Sean Olcott
Technical Director, Virtual Design & Construction
Gafcon
Prioritizing tech solutions is the most difficult and important thing a construction organization can do right now, and the first priority should be a project management information system (PMIS). A PMIS provides the digital engine for core project management (PM) workflows related to cost, schedules, contracts, correspondence, etc.
When used properly, it allows you to implement best practices across the project portfolio, drive efficient processes, increase visibility, reduce risk, and generate more reliable data for reporting and analysis. (Note: An enterprise resource planning (ERP) system is not a PMIS.)
The second priority should be virtual design and construction (VDC) solutions, which are characterized as digital tools for executing and managing a project’s scope, including design authoring, model analysis, reality capture, geographic information system (GIS), virtual reality (VR)/augmented reality (AR), and documentation solutions. The key shift is in moving away from relying solely on point solutions run in isolation to ones that leverage the cloud, integrate workflows and facilitate collaboration throughout the entire process.
Ultimately, inefficient processes are not fixed by replicating them digitally. Prioritize defining requirements and processes above adopting the newest technologies/solutions.
Burcin Kaplanoglu
Senior Director, Industry Strategy & Innovation
Oracle
The first priority should be focusing on technology that connects project supply chain elements, enabling collaboration and optimizing processes. The industry is making progress, but there remains some reliance on manual and disconnected processes.
Modern project management solutions enable project teams and other stakeholders to use common tools (often in the cloud) to streamline and automate activities and collaboration. Deployed across the project life cycle, this technology can unleash true digital and business transformation, with the potential for significant improvements to profit margins and project delivery.

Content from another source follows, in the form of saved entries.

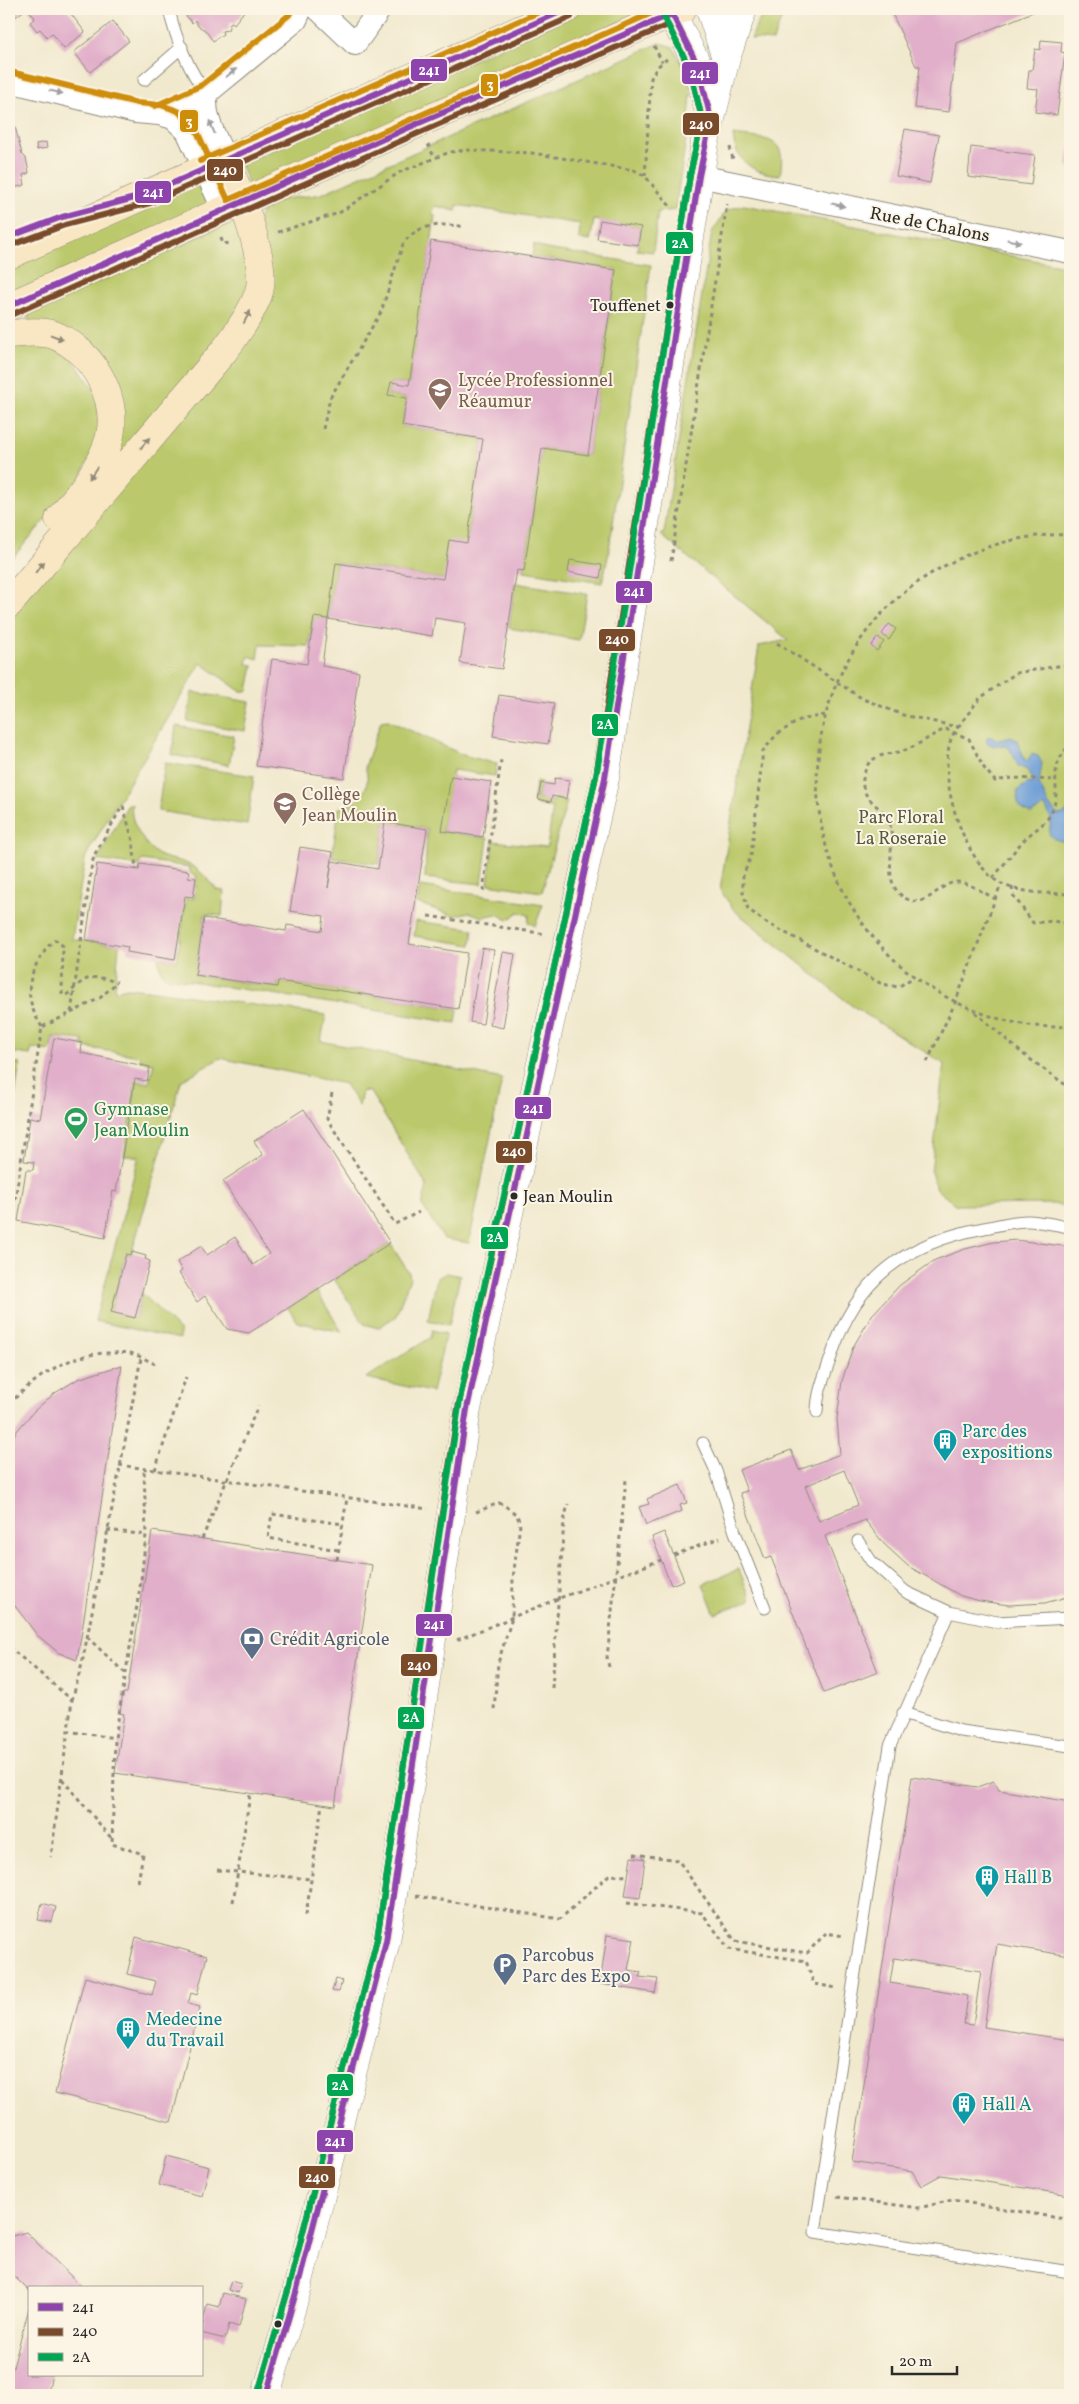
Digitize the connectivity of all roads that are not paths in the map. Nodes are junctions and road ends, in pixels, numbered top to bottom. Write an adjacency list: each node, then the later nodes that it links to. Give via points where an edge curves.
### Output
1 (169, 9): 9 (lane)
2 (301, 9): 13 (street, one-way to 2, via 296,20)
3 (318, 9): 4 (street, via 355,44)
4 (380, 9)
5 (566, 9): 16 (main road)
6 (710, 9): 10 (street)
7 (743, 9): 10 (street)
8 (676, 10): 15 (street); 19 (main road)
9 (182, 47): 11 (lane); 13 (lane, via 200,86)
10 (726, 58): 15 (street)
11 (144, 80)
12 (9, 81): 14 (street, one-way to 14, via 136,112)
13 (207, 93): 14 (street); 16 (street, one-way to 13, via 205,103)
14 (159, 114): 16 (street, via 173,118)
15 (711, 119): 17 (street)
16 (214, 164): 18 (main road); 19 (main road)
17 (699, 176): 21 (street, Rue de Chalons, one-way to 21); 37 (street, via 605,778 471,1389 386,1941 297,2289)
18 (146, 195): 20 (main road, via 62,217); 22 (main road)
19 (226, 210): 23 (main road); 26 (main road, one-way to 19, via 240,329 261,285 254,240)
20 (9, 237)
21 (1070, 252)
22 (9, 255)
23 (9, 306)
24 (9, 334): 25 (main road, one-way to 25, via 52,334 71,343 92,362 104,383 111,416 108,444 95,472)
25 (9, 577)
26 (9, 604)
27 (1070, 1227): 28 (lane, via 1027,1221 954,1234 912,1250 881,1272 853,1305 835,1343 817,1399)
28 (817, 1412)
29 (703, 1443): 31 (lane)
30 (858, 1541): 32 (lane, via 871,1561 906,1592)
31 (765, 1608)
32 (949, 1612): 33 (lane, via 997,1622); 34 (lane)
33 (1070, 1618)
34 (903, 1713): 35 (lane, via 961,1731); 36 (lane, via 890,1746 815,2232)
35 (1070, 1746)
36 (1070, 2272)
37 (266, 2395)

The second priority is leveraging technology that transforms project data into project intelligence. Construction firms already are capturing massive amounts of data, via systems such as enterprise resource planning (ERP) and project controls, but much of it is collected and reported too late. Newer technologies, such as the internet of things (IoT) and sensors, are yielding ever more data, but without the tools and processes to extract insights from this information, the usefulness is limited.
No matter what tech solution you are exploring, it’s critical to get the data piece right. That’s what will deliver continuous improvement and fuel more insight.
Mike Clark
Senior Technology Manager
Balfour Beatty
As an industry, we are highly proficient in designing, planning and constructing the built environment. But, we live in a data-driven world, and the industry has not yet harnessed the full potential of utilizing analytical data from projects to better manage and perform work.
The introduction of artificial intelligence (AI) as a tool to leverage data can help us understand past and current trends on our projects. This data has been collected over the last decade through the adoption of digital field reporting and job management systems.
AI can help us leverage historical data to proactively identify potential risks associated with low-performing subcontractors, design constructability issues, poor quality control and safety. This data can and must also be able to be viewed and analyzed by all stakeholders—from field staff to executive leadership—anywhere, anytime.
The days of working in silos are gone, and cloud computing has taken over the digital arena. No longer can we use the excuse of having limited access to information due to location or processing power. Properly utilizing the cloud in our workflows breaks down barriers of access to proper software or hardware and provides a single source of truth for project documentation, from data analytics to building information models.